Le groupe carbonyle définit la réactivité des aldéhydes et des cétones. La différence d’électronégativité entre le carbone et l’oxygène polarise la liaison C=O, plaçant une charge partielle positive (δ+) sur le carbone et une charge partielle négative (δ-) sur l’oxygène. Cela rend le carbone du carbonyle fortement électrophile et l’oxygène faiblement basique. Les aldéhydes (RCHO) sont généralement plus réactifs que les cétones (RCOR’) vis-à-vis des nucléophiles en raison d’un encombrement stérique moindre et d’une meilleure stabilisation de la charge partielle positive sur le carbone.
Nomenclature et Synthèse
Les aldéhydes sont nommés en remplaçant le -e de l’alcane parent par -al ; les cétones remplacent -e par -one. Les noms courants pour les aldéhydes simples (formaldéhyde, acétaldéhyde) et les cétones (acétone, acétophénone) restent largement utilisés. Plusieurs voies de synthèse donnent accès à ces composés. Les alcools primaires s’oxydent en aldéhydes dans des conditions douces en utilisant le PCC (chlorochromate de pyridinium) sans suroxydation en acides carboxyliques. L’acylation de Friedel-Crafts installe une cétone directement sur un cycle aromatique en utilisant un chlorure d’acyle et un catalyseur acide de Lewis (AlCl₃). L’ozonolyse des alcènes clive la double liaison, produisant des aldéhydes ou des cétones selon le motif de substitution de l’alcène.
Addition Nucléophile
La réaction caractéristique des aldéhydes et des cétones est l’addition nucléophile sur le carbone du carbonyle. Les sources d’hydrure telles que NaBH₄ réduisent les aldéhydes en alcools primaires et les cétones en alcools secondaires ; LiAlH₄ est plus puissant et réduit également les acides carboxyliques et les esters. Les réactifs de Grignard (RMgX) s’additionnent de manière irréversible : le formaldéhyde donne des alcools primaires, les autres aldéhydes donnent des alcools secondaires, et les cétones donnent des alcools tertiaires. Le cyanure (HCN ou NaCN avec acide) s’additionne pour former des cyanohydrines (RCH(OH)CN), qui sont des intermédiaires synthétiques polyvalents. L’eau s’additionne de manière réversible pour former des gem-diols (hydrates), et les alcools s’additionnent pour former des hémicétals et des cétals. La formation de cétals est particulièrement utile comme stratégie de groupe protecteur — les cétals sont stables dans des conditions basiques et peuvent être éliminés par hydrolyse acide douce.
Tautomérie Céto-Énol et Condensation Aldolique
Les aldéhydes et les cétones avec des hydrogènes en α existent en équilibre avec leurs tautomères énoliques. Dans des conditions basiques, la déprotonation au niveau du carbone α génère un énolate, un nucléophile puissant. La condensation aldolique implique qu’un énolate attaque le carbonyle d’un autre aldéhyde ou cétone pour former un composé β-hydroxycarbonylé (aldol), qui peut se déshydrater en un système α,β-insaturé. Les réactions aldoliques croisées (entre deux composés carbonylés différents) et les cyclisations aldoliques intramoléculaires étendent l’utilité synthétique.

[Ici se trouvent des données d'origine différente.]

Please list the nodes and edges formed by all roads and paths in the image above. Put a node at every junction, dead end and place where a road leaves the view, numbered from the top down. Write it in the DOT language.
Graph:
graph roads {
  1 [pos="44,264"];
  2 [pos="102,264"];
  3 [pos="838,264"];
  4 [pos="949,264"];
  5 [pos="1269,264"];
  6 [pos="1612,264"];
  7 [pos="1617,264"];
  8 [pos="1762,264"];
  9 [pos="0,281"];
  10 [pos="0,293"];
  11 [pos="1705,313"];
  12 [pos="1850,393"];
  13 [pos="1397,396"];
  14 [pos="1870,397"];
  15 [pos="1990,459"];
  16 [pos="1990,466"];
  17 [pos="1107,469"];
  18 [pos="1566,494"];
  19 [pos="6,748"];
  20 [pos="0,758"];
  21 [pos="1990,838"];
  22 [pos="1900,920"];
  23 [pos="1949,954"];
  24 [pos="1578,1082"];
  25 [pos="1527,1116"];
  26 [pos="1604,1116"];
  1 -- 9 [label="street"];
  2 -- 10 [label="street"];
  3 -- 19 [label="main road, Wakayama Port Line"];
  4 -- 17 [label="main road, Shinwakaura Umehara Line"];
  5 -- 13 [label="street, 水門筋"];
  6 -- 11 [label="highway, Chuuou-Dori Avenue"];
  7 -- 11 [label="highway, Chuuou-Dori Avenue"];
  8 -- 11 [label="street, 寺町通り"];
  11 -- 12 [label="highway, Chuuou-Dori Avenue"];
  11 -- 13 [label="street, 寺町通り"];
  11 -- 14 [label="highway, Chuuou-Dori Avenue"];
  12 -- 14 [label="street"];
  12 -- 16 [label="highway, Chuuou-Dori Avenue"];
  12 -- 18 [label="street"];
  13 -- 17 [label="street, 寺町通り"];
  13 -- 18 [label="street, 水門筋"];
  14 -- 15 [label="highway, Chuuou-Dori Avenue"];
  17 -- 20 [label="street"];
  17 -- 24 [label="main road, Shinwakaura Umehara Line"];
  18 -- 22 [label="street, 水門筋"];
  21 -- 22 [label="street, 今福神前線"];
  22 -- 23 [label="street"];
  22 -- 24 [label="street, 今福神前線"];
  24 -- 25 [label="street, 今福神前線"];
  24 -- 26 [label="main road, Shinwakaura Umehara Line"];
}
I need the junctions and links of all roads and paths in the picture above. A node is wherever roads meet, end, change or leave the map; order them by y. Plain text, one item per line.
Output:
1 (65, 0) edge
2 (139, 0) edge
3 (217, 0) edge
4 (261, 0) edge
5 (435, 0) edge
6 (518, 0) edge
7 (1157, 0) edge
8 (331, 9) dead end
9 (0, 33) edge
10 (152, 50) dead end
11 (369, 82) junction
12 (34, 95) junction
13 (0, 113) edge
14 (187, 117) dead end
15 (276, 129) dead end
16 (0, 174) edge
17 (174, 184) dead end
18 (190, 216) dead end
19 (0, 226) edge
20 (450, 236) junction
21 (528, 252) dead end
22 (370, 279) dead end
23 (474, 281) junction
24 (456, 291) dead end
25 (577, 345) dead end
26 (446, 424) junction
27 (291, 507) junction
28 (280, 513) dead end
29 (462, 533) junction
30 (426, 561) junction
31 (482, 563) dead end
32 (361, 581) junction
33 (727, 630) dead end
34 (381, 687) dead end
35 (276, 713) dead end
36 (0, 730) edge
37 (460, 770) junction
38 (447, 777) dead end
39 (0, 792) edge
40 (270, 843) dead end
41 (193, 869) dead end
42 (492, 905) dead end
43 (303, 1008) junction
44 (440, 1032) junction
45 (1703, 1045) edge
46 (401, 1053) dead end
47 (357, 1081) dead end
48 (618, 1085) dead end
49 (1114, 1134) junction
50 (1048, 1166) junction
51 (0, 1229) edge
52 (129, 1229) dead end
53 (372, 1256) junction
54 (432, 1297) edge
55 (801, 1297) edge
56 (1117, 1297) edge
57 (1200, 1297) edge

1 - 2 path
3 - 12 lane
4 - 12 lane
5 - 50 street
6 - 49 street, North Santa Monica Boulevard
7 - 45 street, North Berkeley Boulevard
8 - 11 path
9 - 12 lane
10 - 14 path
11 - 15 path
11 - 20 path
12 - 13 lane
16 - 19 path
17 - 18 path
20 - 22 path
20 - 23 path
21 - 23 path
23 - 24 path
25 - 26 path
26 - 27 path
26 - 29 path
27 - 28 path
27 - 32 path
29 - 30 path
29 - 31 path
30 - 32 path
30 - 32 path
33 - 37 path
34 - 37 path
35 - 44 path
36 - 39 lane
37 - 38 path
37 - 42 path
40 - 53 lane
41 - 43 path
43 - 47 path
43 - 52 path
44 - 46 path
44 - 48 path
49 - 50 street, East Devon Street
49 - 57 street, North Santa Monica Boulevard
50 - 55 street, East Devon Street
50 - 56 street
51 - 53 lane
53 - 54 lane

Oxydation de Baeyer-Villiger et Réduction
L’oxydation de Baeyer-Villiger insère un atome d’oxygène adjacent au carbonyle en utilisant un peroxyacide (par exemple, mCPBA), convertissant les cétones en esters et les aldéhydes en acides carboxyliques ou en esters formiates. L’aptitude à la migration suit la tendance : alkyle tertiaire > alkyle secondaire > benzyle > alkyle primaire > méthyle. Pour la désoxygénation, la réduction de Wolff-Kishner (hydrazine, base forte, chaleur) et la réduction de Clemmensen (Zn/Hg, HCl) convertissent toutes deux les aldéhydes et les cétones en alcanes via des mécanismes différents, utiles lorsque d’autres groupes fonctionnels dans la molécule sont sensibles aux conditions de la méthode alternative.
Importance Biologique et Industrielle
Les aldéhydes et les cétones apparaissent dans toute la biochimie : le rétinal (cétone) est essentiel à la vision, le pyruvate (α-cétoacide) est central au métabolisme, et les sucres existent principalement sous forme d’hémicétals cycliques. Industriellement, l’acétone est un solvant courant, le formaldéhyde est utilisé dans la production de polymères (bakélite), et les cétones servent d’intermédiaires dans la synthèse de produits pharmaceutiques, de parfums et de produits agrochimiques.